Exercise: Find the convergence domain of the series$\sum_\limits{n=1}^{\infty}\frac{1}{n!x^n}$ and $\sum_\limits{n=1}^{\infty}\frac{1}{(2n-1)x^n}$.
First series: $\sum_\limits{n=1}^{\infty}\frac{1}{n!x^n}\leqslant\sum_\limits{n=1}^{\infty}\frac{1}{x^n}$ and now employing the Cauchy integral test:
$\int_\limits{1}^{\infty}\frac{1}{x^n}dn=\frac{1}{x\log(x)}$
So the series converge absolutely for $x\neq 0$.
Solution(book):"series converge absolutely for $x\neq 0$"
Second series:
$\sum_\limits{n=1}^{\infty}\frac{1}{(2n-1)x^n}\leqslant\sum_\limits{n=1}^{\infty}\frac{1}{x^n}$ since $2n-1>1$. So the series should converge absoulutely on $x\neq 0$.

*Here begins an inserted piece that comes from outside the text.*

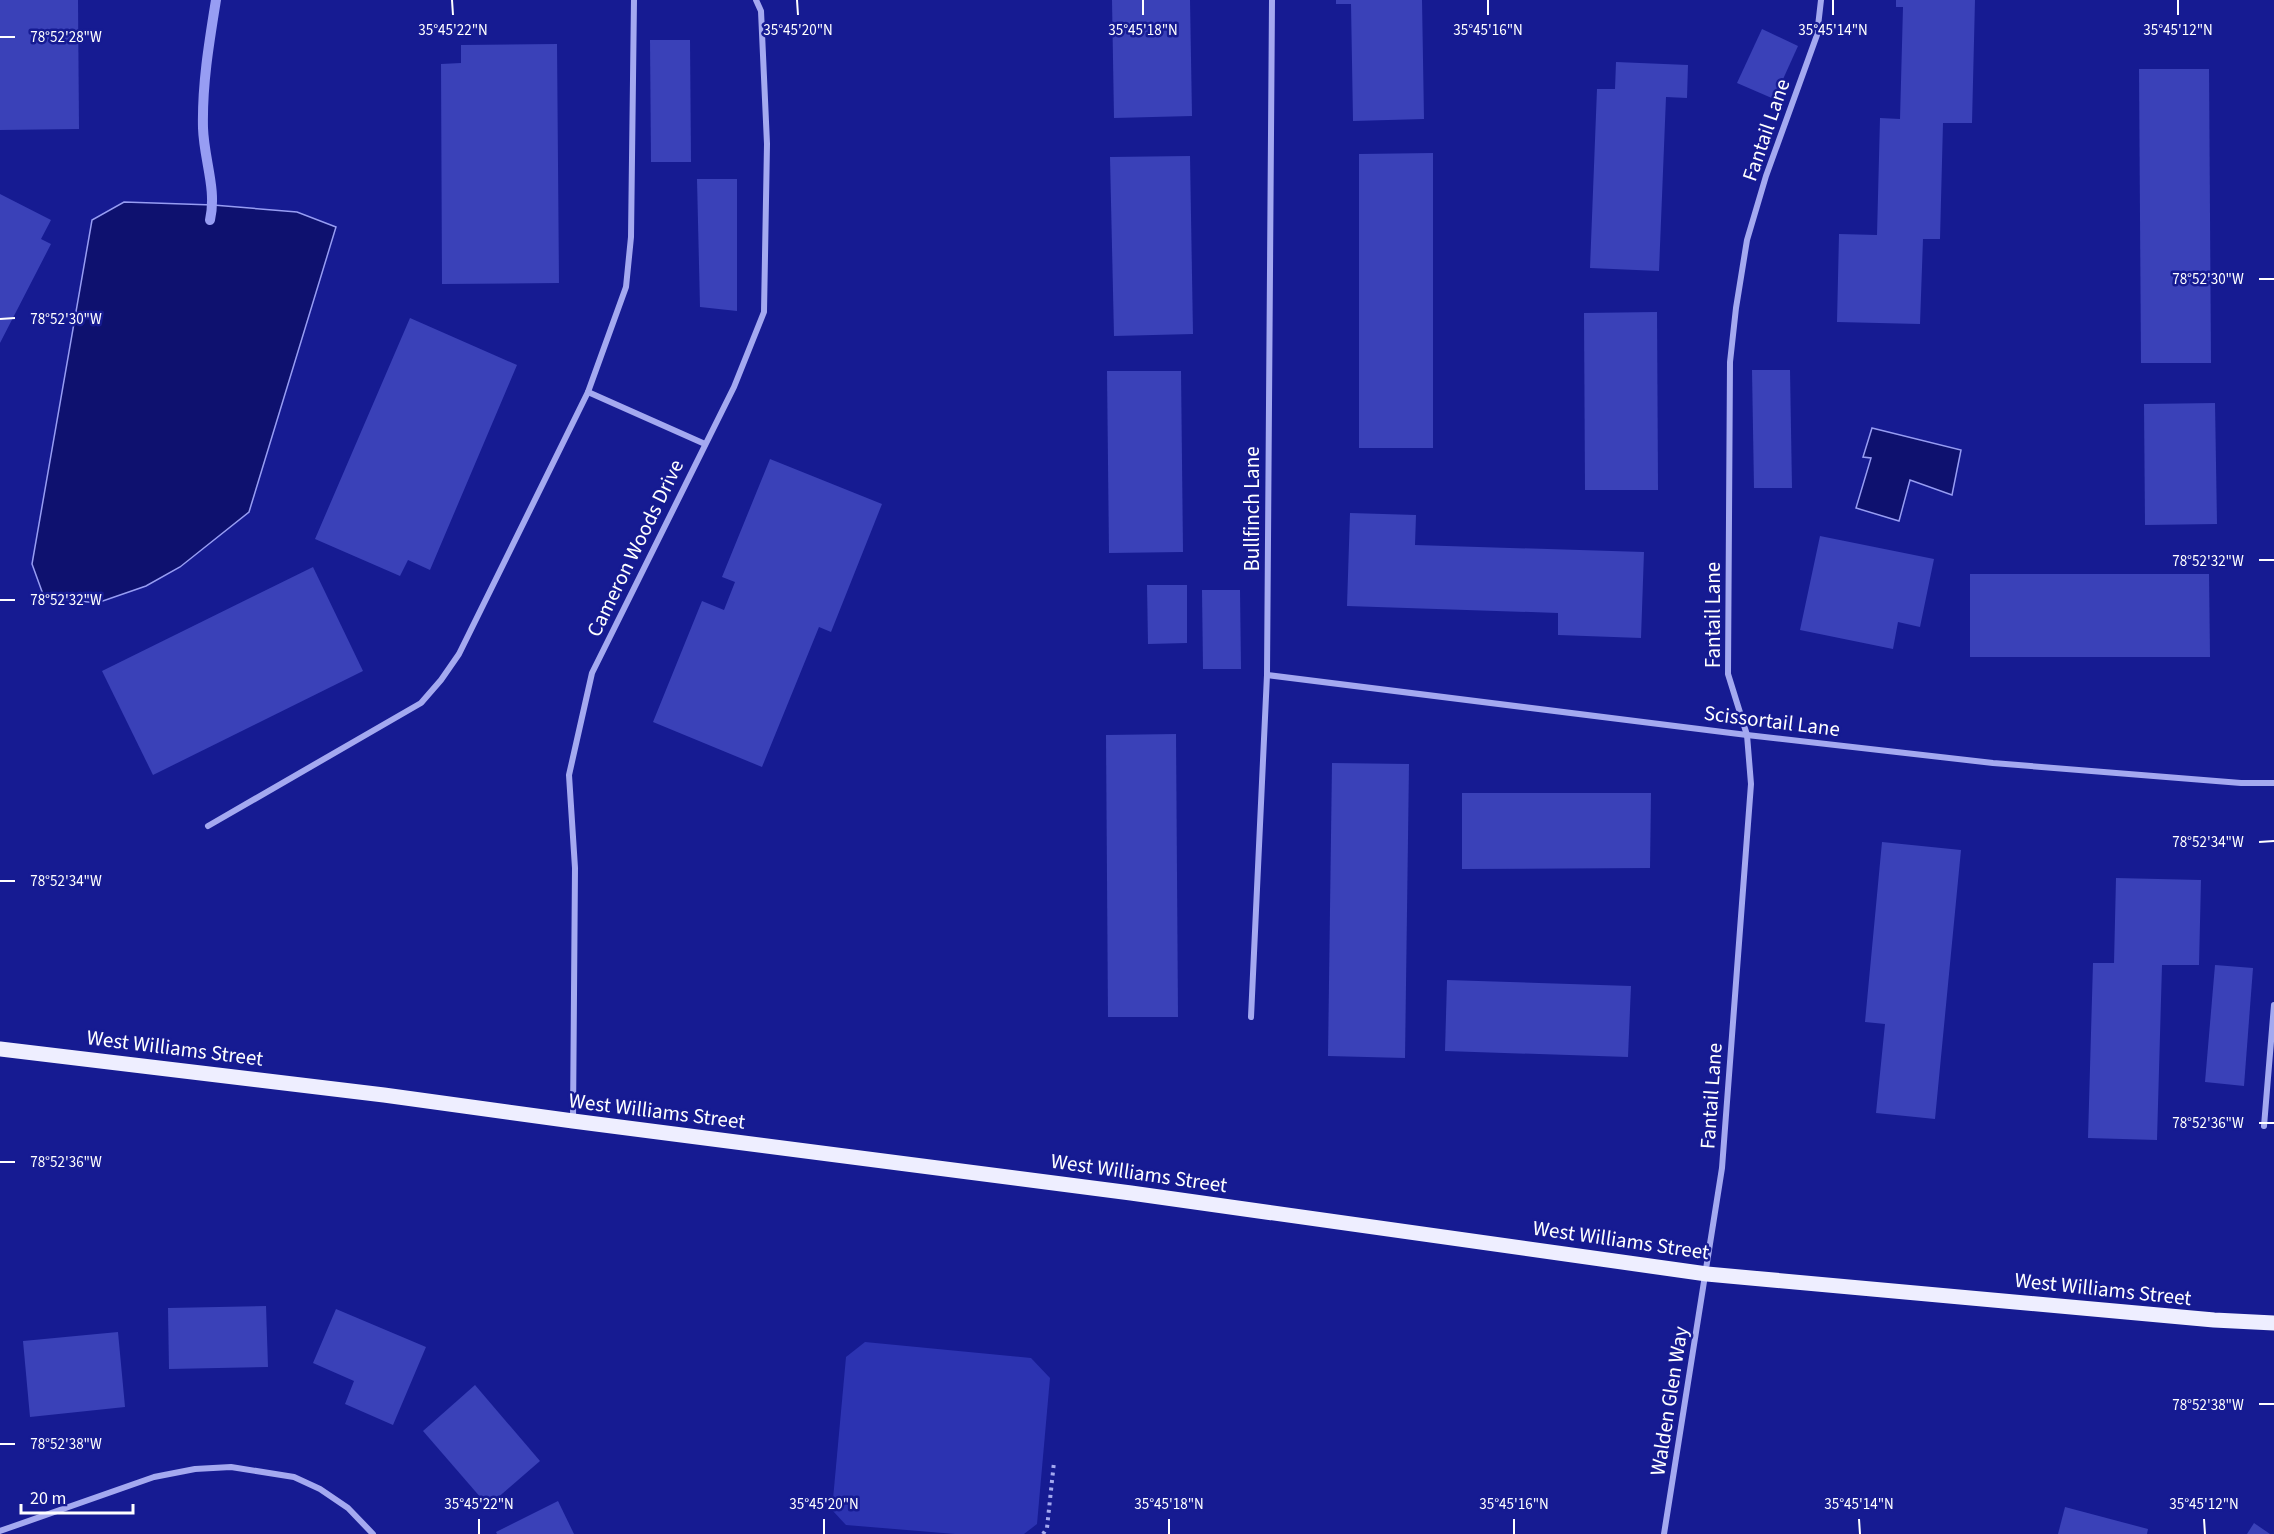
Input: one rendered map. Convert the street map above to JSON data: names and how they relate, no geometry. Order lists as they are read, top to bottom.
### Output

Solution(book): $x>1\:\:,\:\:x\leqslant -1$.
Question:
Why does the solutions different? Am I doing something wrong?
Your approach to first series is wrong. Simply apply the quotient test and you'll see that it converges always. Your approach could not possibly work because $\sum_{n=1}^\infty\frac1{x^n}$ only converges when $|x|>1$.
Applying the quotiente test to the second series, you'll see that it converges if $|x|>1$ and that diverges if $|x|<1$. Finally, if $x=1$ it diverges (like the harmonic series) and if $x=-1$ it converges, by the Leibniz test.